Beginning with the first line below, output every record verbatim and leave out the images.

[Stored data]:
===

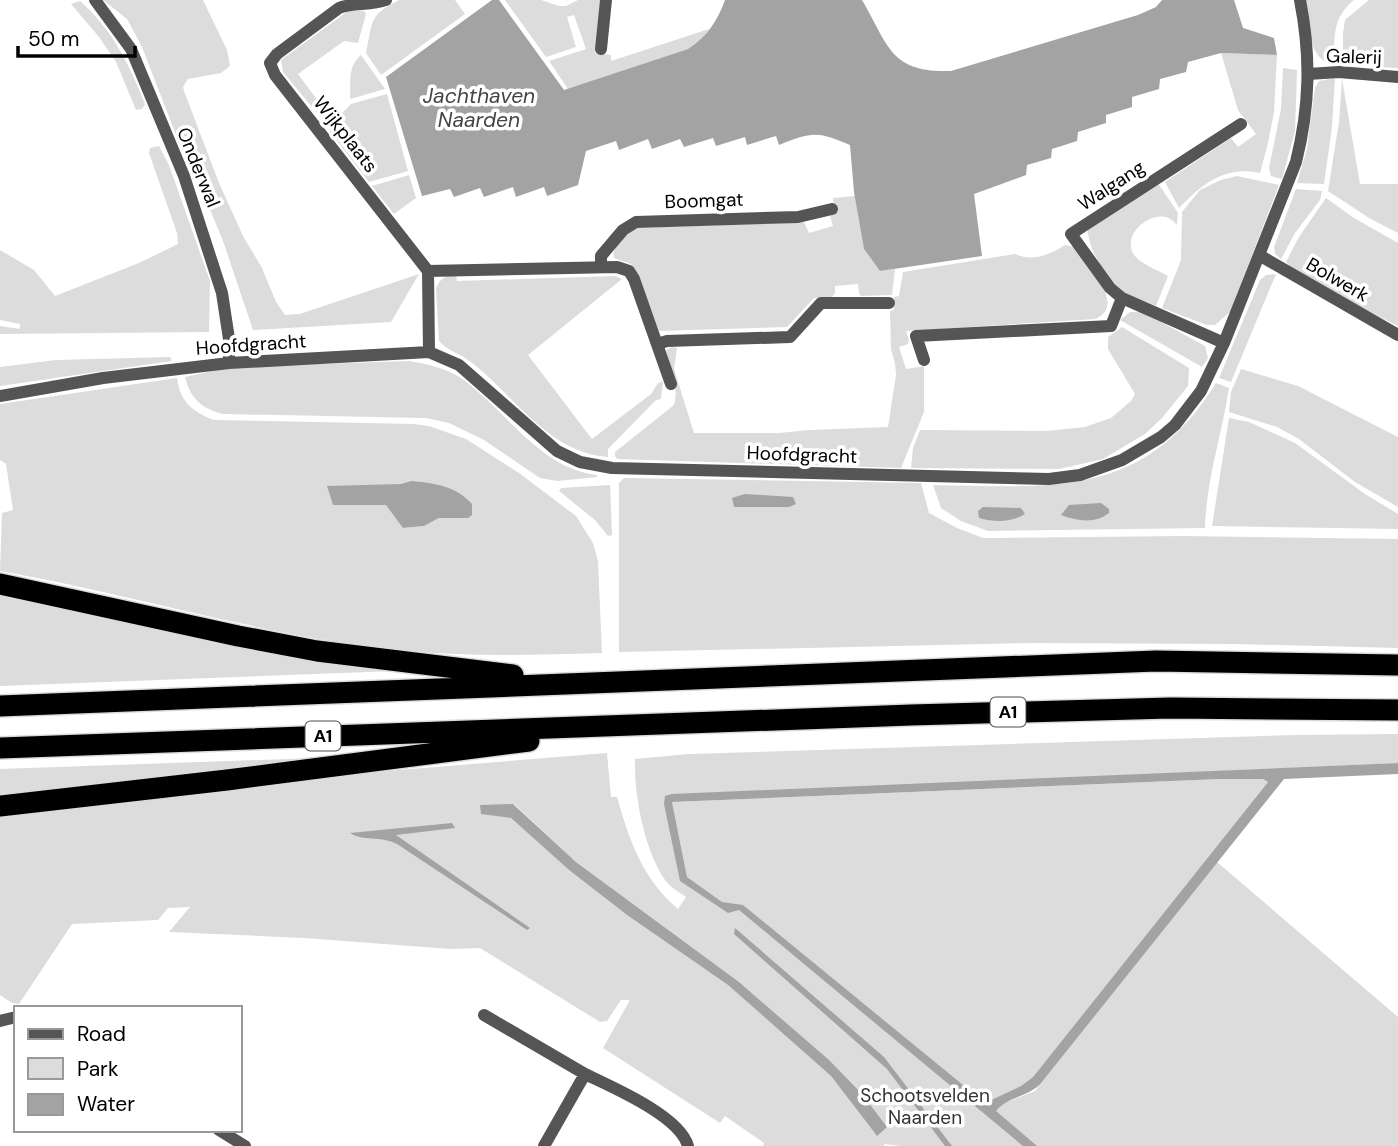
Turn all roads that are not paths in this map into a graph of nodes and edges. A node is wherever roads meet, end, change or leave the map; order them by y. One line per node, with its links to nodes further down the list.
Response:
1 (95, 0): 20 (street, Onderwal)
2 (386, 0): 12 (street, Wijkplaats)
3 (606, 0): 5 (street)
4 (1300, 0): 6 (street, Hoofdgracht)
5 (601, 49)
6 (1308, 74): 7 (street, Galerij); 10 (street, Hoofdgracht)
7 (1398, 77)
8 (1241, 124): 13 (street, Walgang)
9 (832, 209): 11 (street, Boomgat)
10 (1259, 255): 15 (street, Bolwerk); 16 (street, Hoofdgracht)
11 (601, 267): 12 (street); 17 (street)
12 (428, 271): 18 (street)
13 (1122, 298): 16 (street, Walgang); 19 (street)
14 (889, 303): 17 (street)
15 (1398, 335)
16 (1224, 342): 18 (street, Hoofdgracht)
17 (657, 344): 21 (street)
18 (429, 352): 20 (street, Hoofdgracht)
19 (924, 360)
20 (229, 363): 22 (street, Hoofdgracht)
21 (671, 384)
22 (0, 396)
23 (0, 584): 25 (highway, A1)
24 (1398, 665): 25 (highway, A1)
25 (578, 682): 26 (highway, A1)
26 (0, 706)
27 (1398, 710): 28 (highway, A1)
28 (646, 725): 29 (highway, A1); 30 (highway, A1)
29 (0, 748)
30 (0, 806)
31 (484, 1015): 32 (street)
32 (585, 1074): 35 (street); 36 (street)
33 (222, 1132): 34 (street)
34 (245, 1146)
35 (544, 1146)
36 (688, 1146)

===

[Solution for this problem]:
Turn all roads that are not paths in this map into a graph of nodes and edges. A node is wherever roads meet, end, change or leave the map; order them by y. One line per node, with its links to nodes further down the list.
Response:
1 (95, 0): 20 (street, Onderwal)
2 (386, 0): 12 (street, Wijkplaats)
3 (606, 0): 5 (street)
4 (1300, 0): 6 (street, Hoofdgracht)
5 (601, 49)
6 (1308, 74): 7 (street, Galerij); 10 (street, Hoofdgracht)
7 (1398, 77)
8 (1241, 124): 13 (street, Walgang)
9 (832, 209): 11 (street, Boomgat)
10 (1259, 255): 15 (street, Bolwerk); 16 (street, Hoofdgracht)
11 (601, 267): 12 (street); 17 (street)
12 (428, 271): 18 (street)
13 (1122, 298): 16 (street, Walgang); 19 (street)
14 (889, 303): 17 (street)
15 (1398, 335)
16 (1224, 342): 18 (street, Hoofdgracht)
17 (657, 344): 21 (street)
18 (429, 352): 20 (street, Hoofdgracht)
19 (924, 360)
20 (229, 363): 22 (street, Hoofdgracht)
21 (671, 384)
22 (0, 396)
23 (0, 584): 25 (highway, A1)
24 (1398, 665): 25 (highway, A1)
25 (578, 682): 26 (highway, A1)
26 (0, 706)
27 (1398, 710): 28 (highway, A1)
28 (646, 725): 29 (highway, A1); 30 (highway, A1)
29 (0, 748)
30 (0, 806)
31 (484, 1015): 32 (street)
32 (585, 1074): 35 (street); 36 (street)
33 (222, 1132): 34 (street)
34 (245, 1146)
35 (544, 1146)
36 (688, 1146)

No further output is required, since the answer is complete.